WORK ITEM:
Where the records below have a line with "bridge", that line is to be copied.

══════

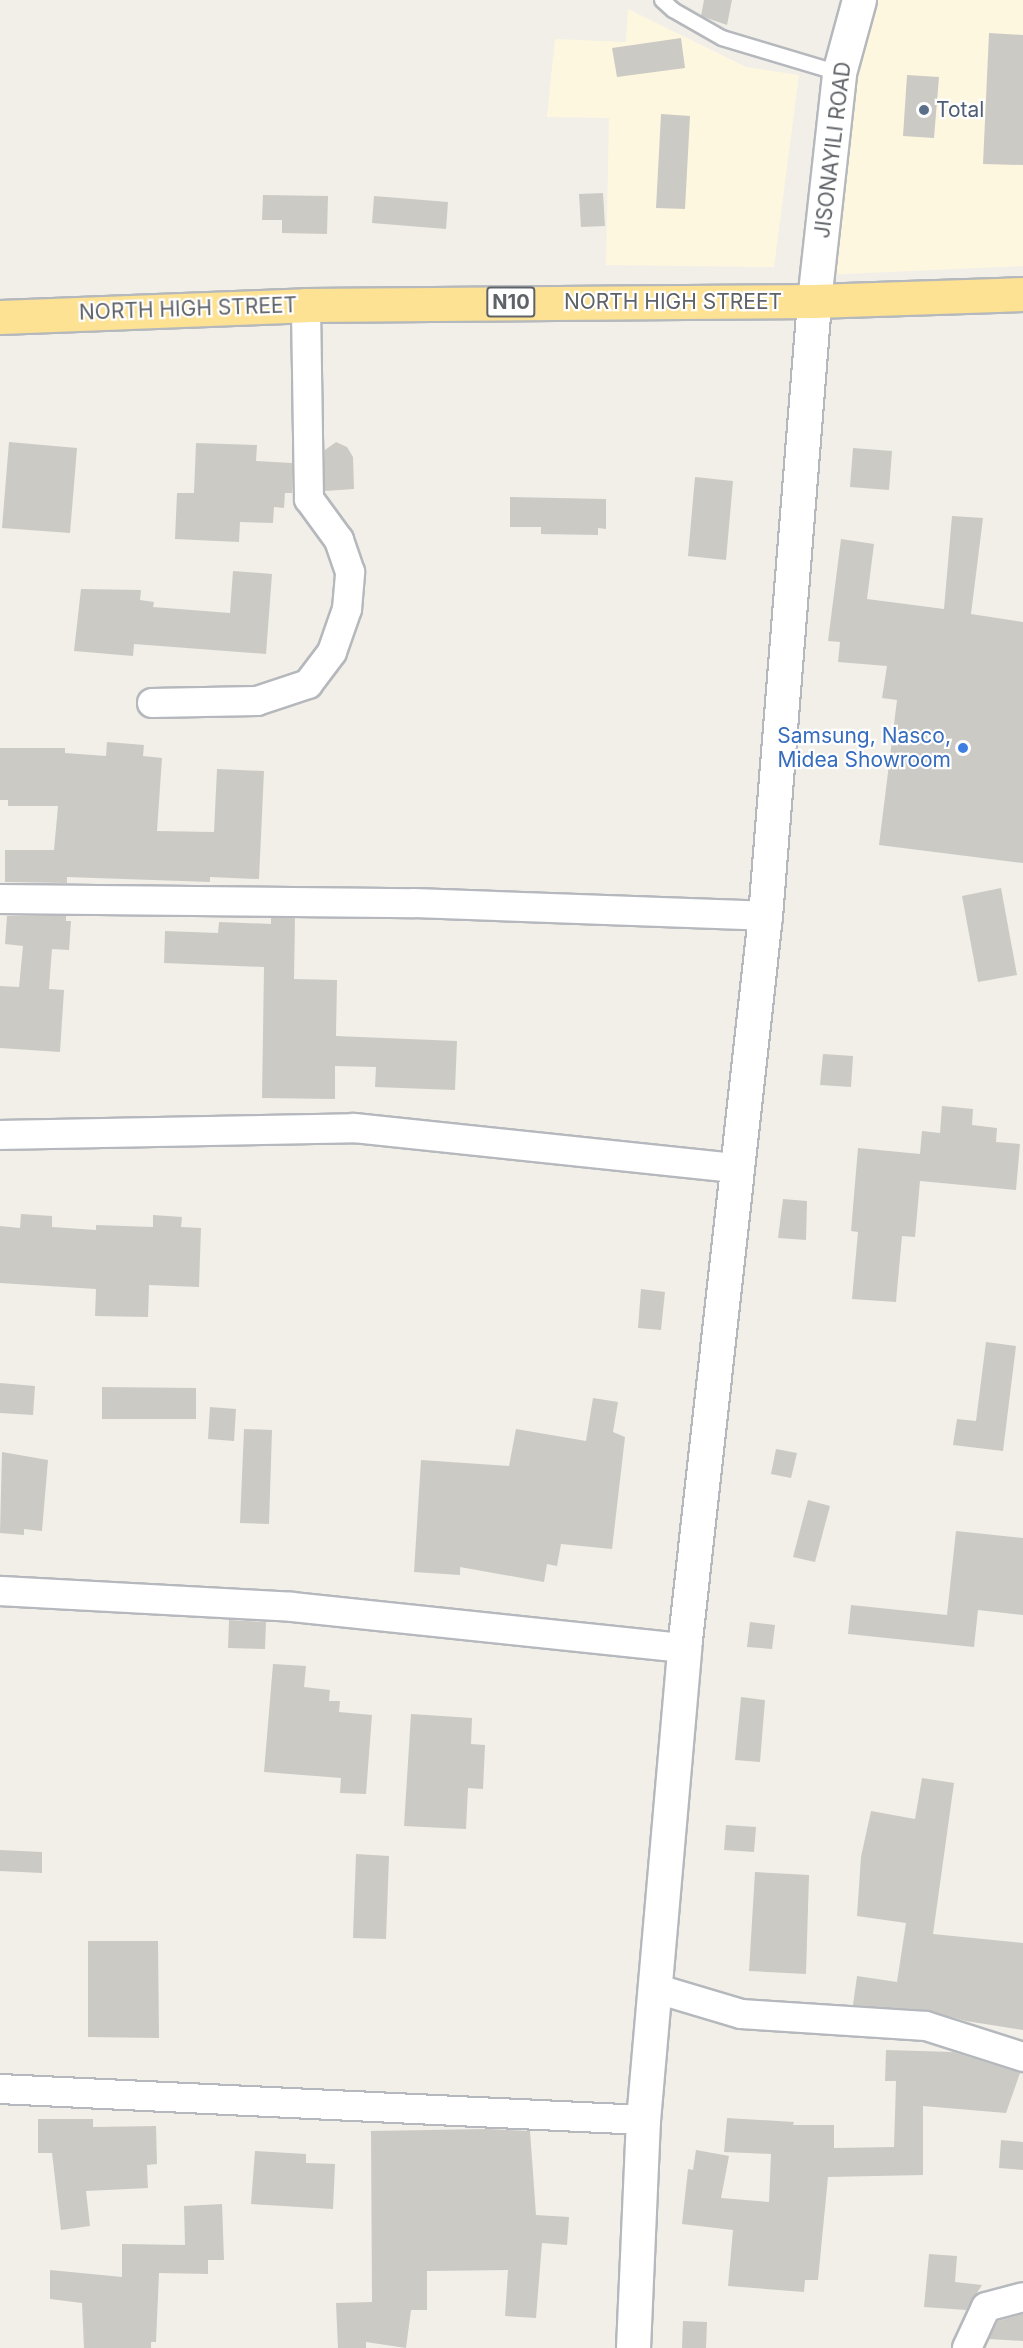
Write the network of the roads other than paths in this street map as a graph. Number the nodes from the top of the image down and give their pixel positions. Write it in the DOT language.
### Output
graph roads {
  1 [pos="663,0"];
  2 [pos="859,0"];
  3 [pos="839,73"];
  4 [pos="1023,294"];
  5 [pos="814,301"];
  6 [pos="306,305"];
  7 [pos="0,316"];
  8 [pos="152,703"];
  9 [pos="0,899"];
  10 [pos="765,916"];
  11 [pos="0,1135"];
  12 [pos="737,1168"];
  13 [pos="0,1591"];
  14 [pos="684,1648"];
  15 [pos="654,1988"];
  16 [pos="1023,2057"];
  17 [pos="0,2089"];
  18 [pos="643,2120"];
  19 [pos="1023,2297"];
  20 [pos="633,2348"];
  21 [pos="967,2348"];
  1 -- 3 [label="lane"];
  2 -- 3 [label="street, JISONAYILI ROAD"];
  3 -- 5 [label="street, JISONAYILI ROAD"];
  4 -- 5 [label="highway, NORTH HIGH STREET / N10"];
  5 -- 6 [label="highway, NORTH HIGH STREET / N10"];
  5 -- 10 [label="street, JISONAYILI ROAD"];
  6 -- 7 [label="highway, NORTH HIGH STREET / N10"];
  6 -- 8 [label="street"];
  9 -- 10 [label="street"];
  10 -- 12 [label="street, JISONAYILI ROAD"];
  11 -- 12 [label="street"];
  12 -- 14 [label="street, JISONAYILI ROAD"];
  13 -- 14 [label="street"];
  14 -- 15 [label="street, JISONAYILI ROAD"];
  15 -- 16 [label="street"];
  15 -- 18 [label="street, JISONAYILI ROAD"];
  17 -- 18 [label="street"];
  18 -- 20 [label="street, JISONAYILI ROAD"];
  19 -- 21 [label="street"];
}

══════

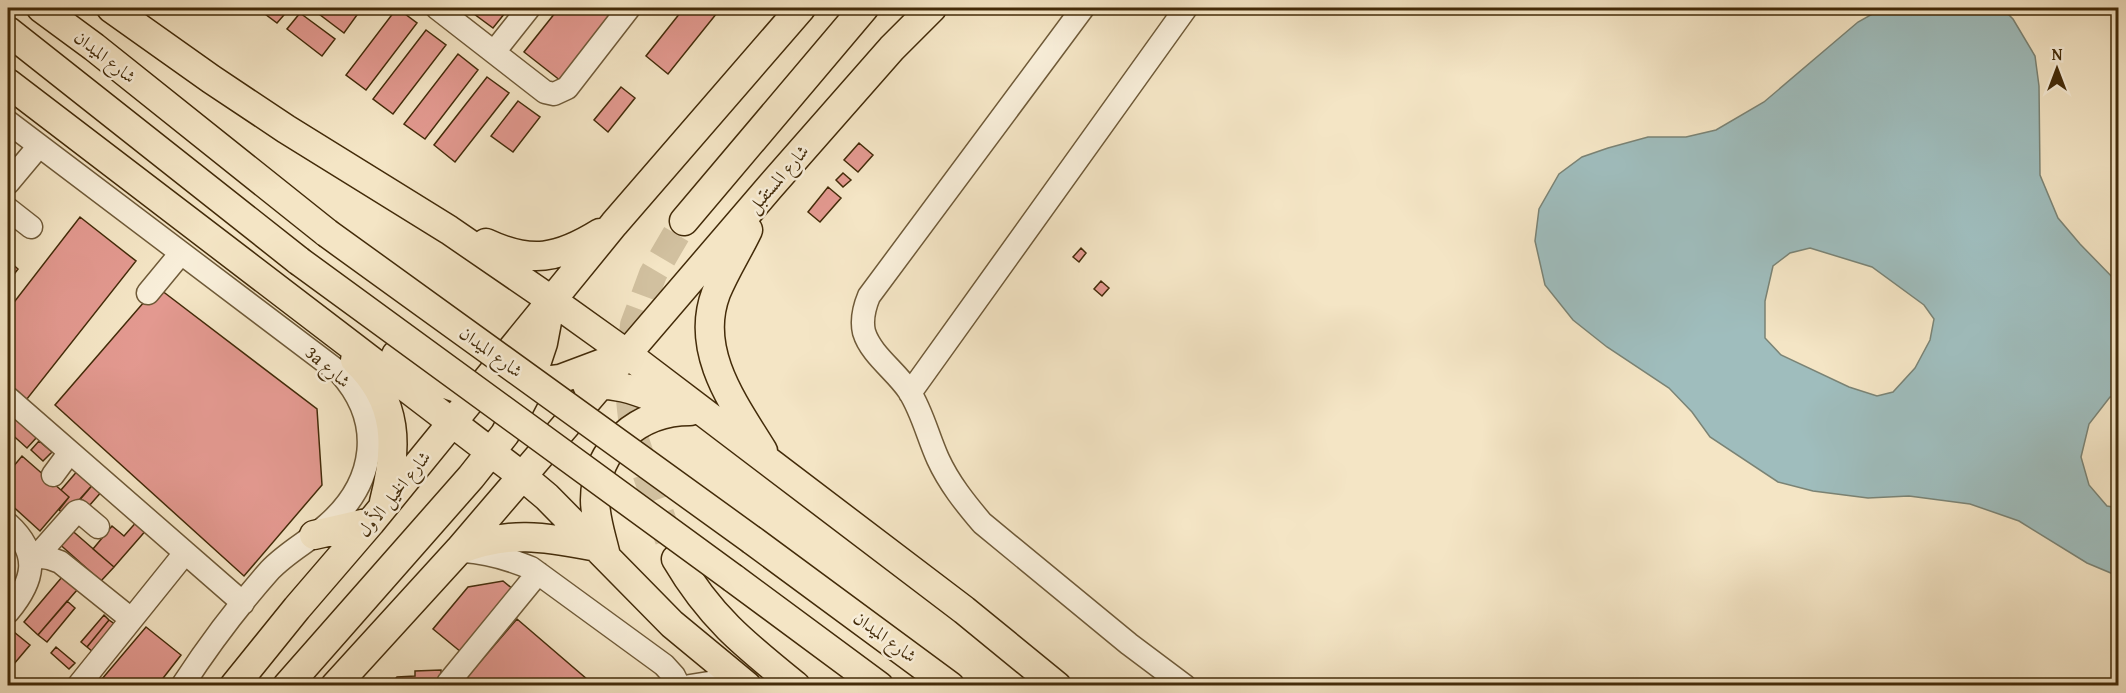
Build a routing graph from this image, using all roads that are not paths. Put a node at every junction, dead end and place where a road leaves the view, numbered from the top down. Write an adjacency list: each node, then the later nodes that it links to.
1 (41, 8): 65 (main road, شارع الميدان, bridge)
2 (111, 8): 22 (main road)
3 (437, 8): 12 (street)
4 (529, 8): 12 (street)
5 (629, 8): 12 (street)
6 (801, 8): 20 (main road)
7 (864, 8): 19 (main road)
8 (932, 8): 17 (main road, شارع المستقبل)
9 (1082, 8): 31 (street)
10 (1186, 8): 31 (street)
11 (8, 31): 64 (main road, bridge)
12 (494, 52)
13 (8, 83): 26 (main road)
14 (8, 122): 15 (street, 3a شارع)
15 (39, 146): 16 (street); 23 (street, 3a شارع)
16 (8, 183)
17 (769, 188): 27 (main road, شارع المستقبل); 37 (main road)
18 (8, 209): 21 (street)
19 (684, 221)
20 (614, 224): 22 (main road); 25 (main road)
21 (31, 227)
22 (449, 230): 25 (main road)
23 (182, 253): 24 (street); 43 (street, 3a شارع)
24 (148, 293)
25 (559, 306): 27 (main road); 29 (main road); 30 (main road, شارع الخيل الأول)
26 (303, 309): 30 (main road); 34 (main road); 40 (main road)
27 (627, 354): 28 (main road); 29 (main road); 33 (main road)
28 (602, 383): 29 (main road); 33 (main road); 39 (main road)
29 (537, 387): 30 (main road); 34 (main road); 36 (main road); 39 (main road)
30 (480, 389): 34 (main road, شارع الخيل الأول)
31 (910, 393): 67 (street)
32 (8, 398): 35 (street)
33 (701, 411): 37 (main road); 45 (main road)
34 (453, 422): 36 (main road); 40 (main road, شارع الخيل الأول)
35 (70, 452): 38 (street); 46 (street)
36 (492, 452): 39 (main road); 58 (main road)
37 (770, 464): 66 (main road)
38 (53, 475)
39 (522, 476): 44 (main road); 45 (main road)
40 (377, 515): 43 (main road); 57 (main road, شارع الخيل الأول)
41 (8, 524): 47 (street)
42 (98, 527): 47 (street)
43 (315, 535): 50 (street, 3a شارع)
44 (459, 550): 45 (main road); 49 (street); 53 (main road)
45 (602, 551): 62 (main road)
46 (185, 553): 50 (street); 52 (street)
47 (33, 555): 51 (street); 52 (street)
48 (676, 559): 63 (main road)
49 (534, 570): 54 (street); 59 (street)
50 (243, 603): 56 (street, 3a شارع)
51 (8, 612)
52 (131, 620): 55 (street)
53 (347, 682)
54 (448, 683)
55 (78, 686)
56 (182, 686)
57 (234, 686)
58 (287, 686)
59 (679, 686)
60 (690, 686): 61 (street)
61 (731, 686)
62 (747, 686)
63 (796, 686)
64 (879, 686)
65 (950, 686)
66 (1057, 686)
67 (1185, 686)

══════

WORKED SOLUTION:
1 (41, 8): 65 (main road, شارع الميدان, bridge)
11 (8, 31): 64 (main road, bridge)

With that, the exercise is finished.